NOTE: The following computation will take approximately 10-12 minutes (depending on the machine you are running the code on).
[Y_reconstruct_m, tau_vals_m, ts_vals_m, Ls_m, E_m] = pecuzal_embedding(x, 0:50, 'theiler', 7, 'econ', true);
Algorithm stopped due to minimum L-value reached. VALID embedding achieved.
The computation end with the following note in the console:
Algorithm stopped due to minimum L-value reached. VALID embedding achieved.

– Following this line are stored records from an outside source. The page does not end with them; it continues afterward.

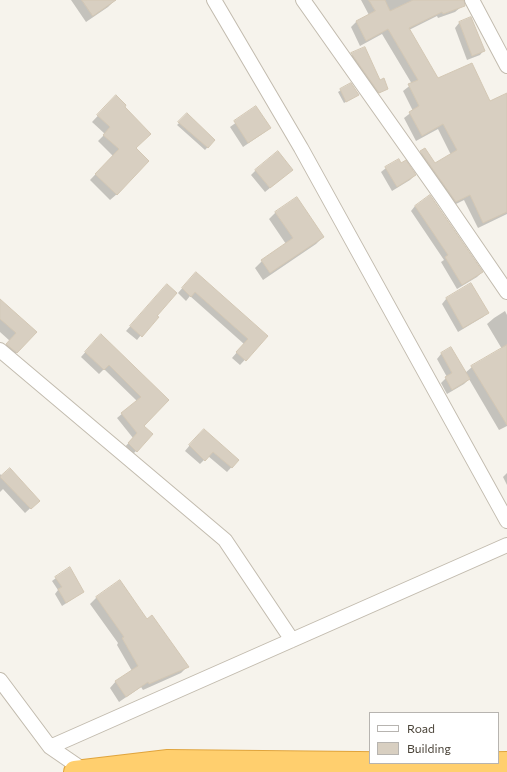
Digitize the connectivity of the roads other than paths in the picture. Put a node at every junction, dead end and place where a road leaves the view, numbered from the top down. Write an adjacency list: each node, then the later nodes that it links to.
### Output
1 (214, 0): 7 (street)
2 (303, 0): 5 (street)
3 (472, 0): 4 (street)
4 (507, 66)
5 (507, 292)
6 (0, 350): 9 (street)
7 (507, 521)
8 (507, 545): 9 (street)
9 (292, 640): 11 (street)
10 (0, 680): 11 (street)
11 (50, 747): 13 (street)
12 (369, 763): 13 (highway)
13 (80, 771)

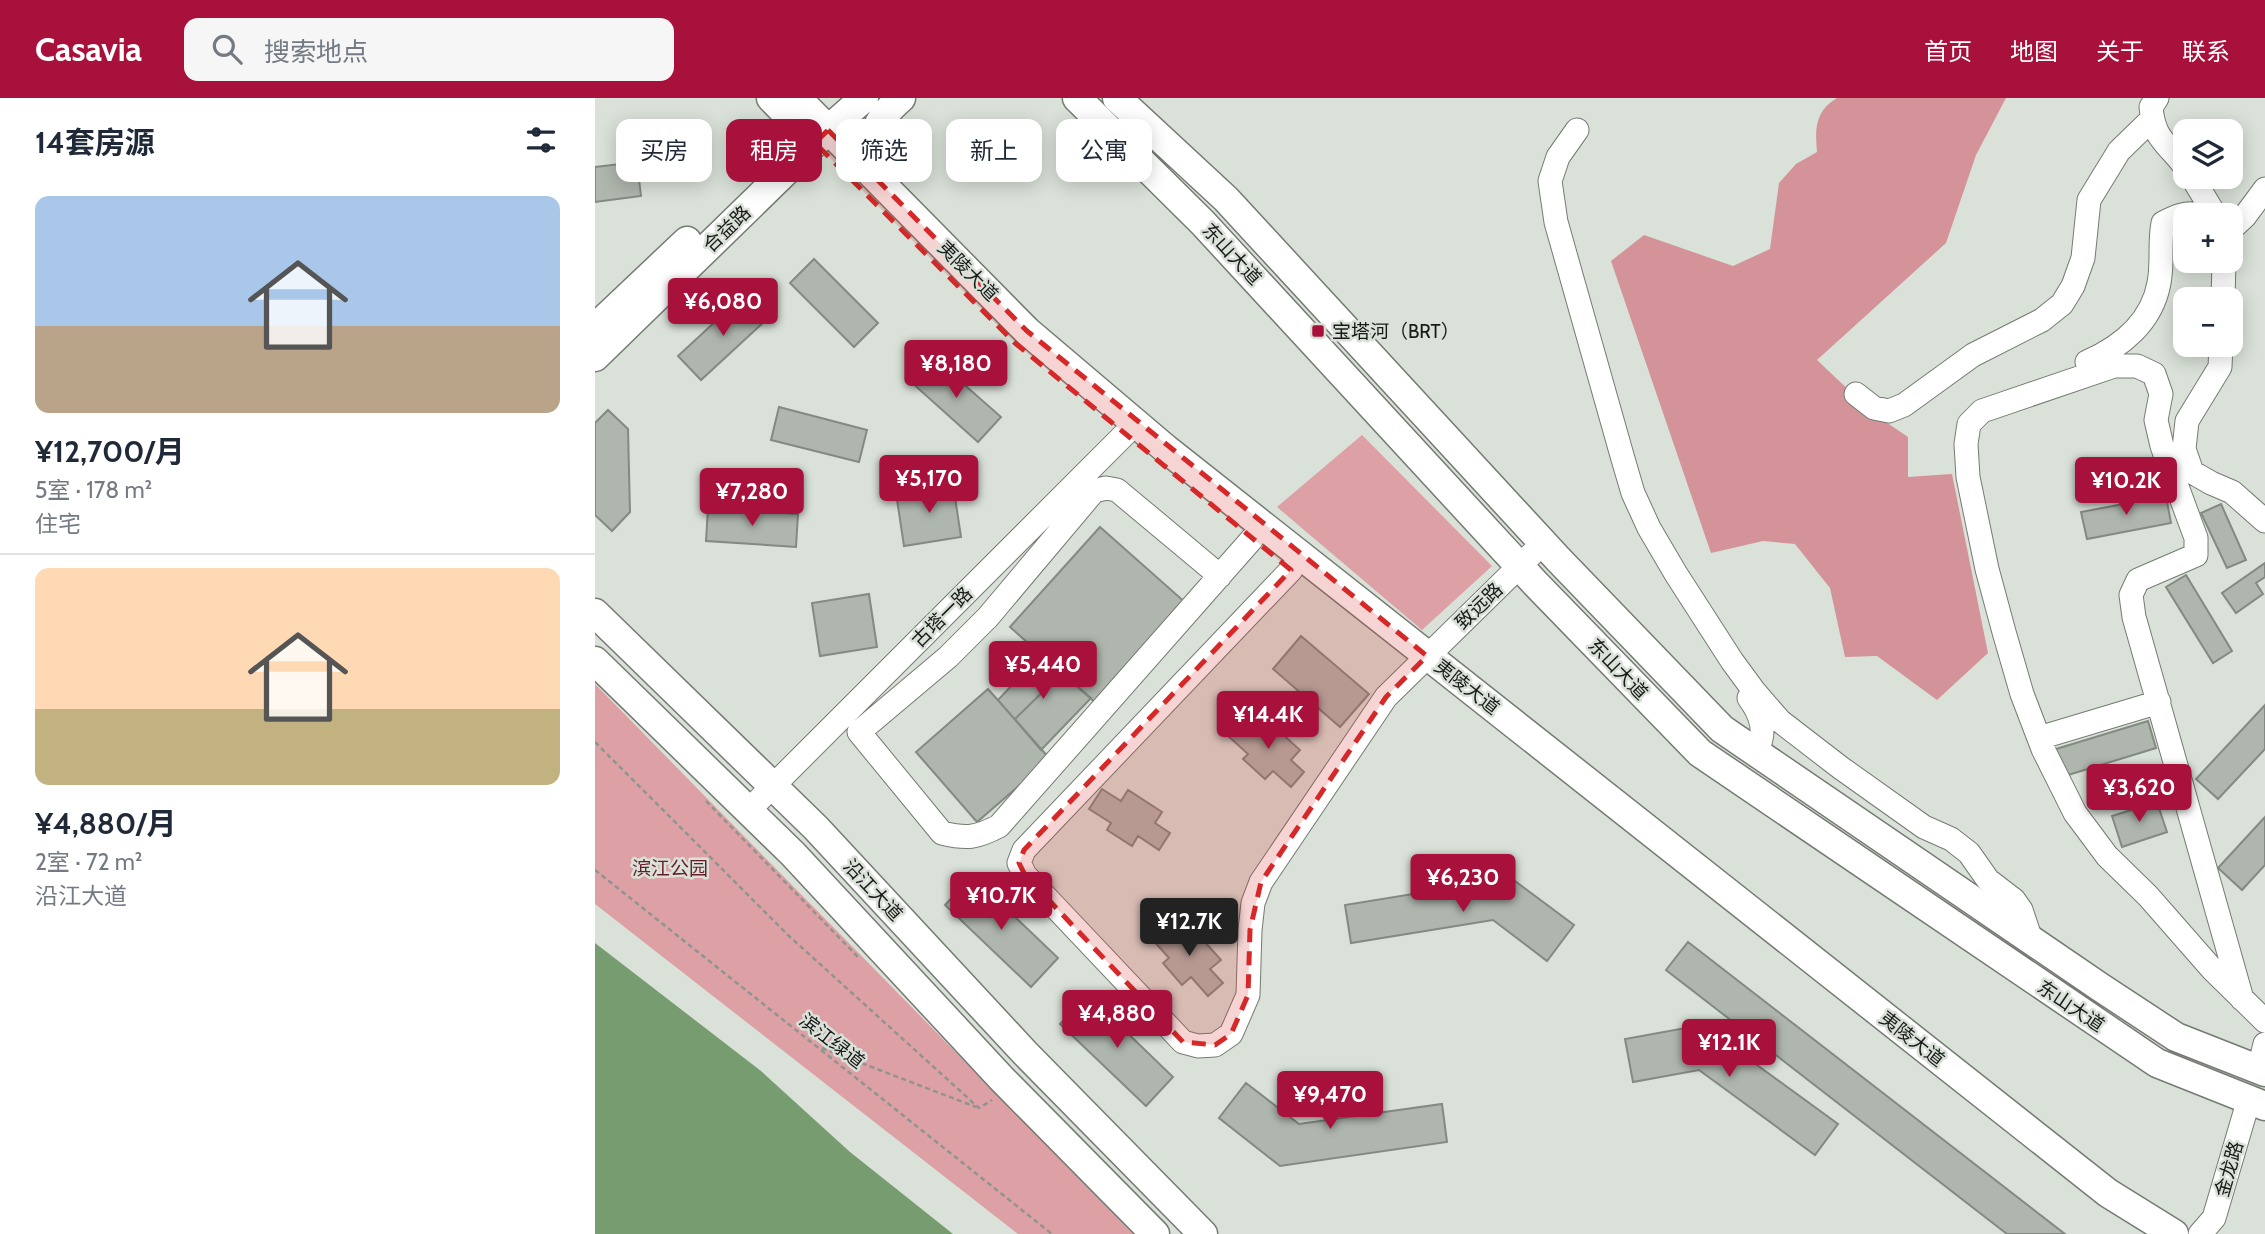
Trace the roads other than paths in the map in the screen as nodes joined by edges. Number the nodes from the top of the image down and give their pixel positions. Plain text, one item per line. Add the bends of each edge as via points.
1 (771, 98) edge
2 (797, 98) edge
3 (840, 98) edge
4 (865, 98) edge
5 (901, 98) edge
6 (1077, 98) edge
7 (1117, 98) edge
8 (2154, 109) edge
9 (800, 119) edge
10 (809, 119) edge
11 (822, 123) edge
12 (822, 127) edge
13 (1577, 130) dead end
14 (822, 136) edge
15 (822, 137) edge
16 (2173, 154) edge
17 (759, 182) edge
18 (766, 182) edge
19 (886, 188) junction
20 (2265, 189) edge
21 (2173, 218) edge
22 (2243, 218) edge
23 (595, 328) edge
24 (595, 357) edge
25 (2220, 357) edge
26 (2078, 366) dead end
27 (1856, 394) dead end
28 (1130, 429) junction
29 (2265, 522) edge
30 (1252, 539) junction
31 (1543, 543) junction
32 (1520, 566) junction
33 (1291, 570) junction
34 (1220, 576) junction
35 (595, 613) edge
36 (595, 661) edge
37 (1204, 662) junction
38 (1422, 663) junction
39 (1747, 681) junction
40 (2159, 702) junction
41 (1181, 705) dead end
42 (2039, 738) junction
43 (1756, 752) junction
44 (773, 786) junction
45 (748, 811) junction
46 (2031, 940) junction
47 (2242, 999) junction
48 (2265, 1021) edge
49 (2263, 1062) edge
50 (2257, 1103) edge
51 (1155, 1234) edge
52 (1203, 1234) edge
53 (2141, 1234) edge
54 (2174, 1234) edge
55 (2200, 1234) edge

1 - 9 main road, 夷陵大道
2 - 10 main road, 夷陵大道
3 - 11 main road
4 - 12 main road
5 - 19 main road via 877,125 876,156
6 - 32 main road, 东山大道 via 1203,223
7 - 31 main road, 东山大道 via 1226,200
8 - 16 street via 2152,126
8 - 27 street via 2119,150 2089,200 2083,258 2062,304 2042,320 1973,355 1904,405 1889,411 1874,408
13 - 39 street via 1558,157 1550,181 1556,222 1630,482 1649,528 1676,574
14 - 19 main road, 夷陵大道
15 - 28 main road, 夷陵大道 via 1015,343
17 - 23 main road, 合益路
18 - 24 main road, 合益路
19 - 28 main road, 夷陵大道
20 - 22 street
21 - 26 street via 2164,223 2160,237 2159,284 2149,311 2111,352
25 - 29 street via 2220,367 2187,421 2184,450 2192,472 2232,492
28 - 30 main road, 夷陵大道
28 - 38 main road, 夷陵大道
28 - 44 street, 古塔一路
30 - 33 main road, 夷陵大道
30 - 34 street
31 - 32 street, 致远路
31 - 43 main road, 东山大道 via 1722,729
32 - 38 street, 致远路
32 - 50 main road, 东山大道 via 1700,753 2157,1063
33 - 37 street
33 - 38 main road, 夷陵大道
34 - 34 street via 999,826 979,837 942,833 859,732 988,617 1094,491 1117,490
35 - 44 main road, 沿江大道
36 - 45 main road, 沿江大道
37 - 38 street, 致远路 via 1024,850 1019,863 1024,875 1183,1042 1198,1046 1215,1045 1231,1034 1248,995 1250,930 1261,882 1386,697
37 - 41 street via 1206,673
38 - 53 main road, 夷陵大道 via 2098,1208
38 - 54 main road, 夷陵大道 via 2098,1185
39 - 43 street via 1746,693 1763,724 1763,740
39 - 46 street via 1780,721 1924,827 1969,853 1988,880 2014,900
40 - 42 street
40 - 42 street via 2131,595 2139,580 2196,555 2196,538 2162,446 2156,420 2161,394 2154,374 2137,366 2114,366 1983,411 1969,424 1968,477 1987,569
40 - 47 street
42 - 47 street via 2074,813 2107,856
43 - 46 main road, 东山大道
44 - 45 street, 古塔一路
44 - 52 main road, 沿江大道
45 - 51 main road, 沿江大道
46 - 49 main road, 东山大道 via 2176,1037
47 - 48 street
50 - 55 street, 金龙路 via 2214,1218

The suggested embedding parameters
reveal that PECUZAL reconstructs the trajectory Y_reconstruct_m from the unlagged y-component time series (index 0), the unlagged x-component and finally again the x-component but now lagged by 3 samples. As expected the total ΔL-value is smaller here than in the univariate case, but surprisingly it is not much of a difference: L_total_multi = sum(Ls_m)
L_total_multi =
-1.363109645925171
The reconstructed attractor looks also quite similar to the original one, even though that is not a proper evaluation criterion for the goodness of a reconstruction, see [kraemer2020]. figure('Units','normalized','Position',[.3 .3 .7 .5])
plot3(Y_reconstruct_m(:,1), Y_reconstruct_m(:,2), Y_reconstruct_m(:,3))
xlabel(sprintf('%s(t+%i)', char(119+ts_vals_m(1)), tau_vals(1)))
ylabel(sprintf('%s(t+%i)', char(119+ts_vals_m(2)), tau_vals(2)))
zlabel(sprintf('%s(t+%i)', char(119+ts_vals_m(3)), tau_vals(3)))
title('PECUZAL reconstructed Roessler system')
plot3(x(:,1), x(:,2), x(:,3))
title('Original Roessler system')
Stochastic source example
Finally we demonstrate how the PECUZAL method works with non-deterministic input data. Therefore, we create a simple AR(1)-process:
M = 2000; % length of the time series
x(1) = .2; % intial value
alpha = .9; % auto-correlation parameter
p = .2; % noise amplitude
x(i) = alpha*x(i-1) + p*randn;
x = x(10:end); % remove transients
When we now call the PECUZAL algorithm
[Y_reconstruct_s, tau_vals_s, ts_vals_s, Ls_s, eps_s] = pecuzal_embedding(x, 'econ', true);
Algorithm stopped due toincreasing L-values in the first embedding cycle. NO valid embedding achieved.
This means, the algorithm could not obtain any valid embedding, thus, it values the input data as a non-deterministic source.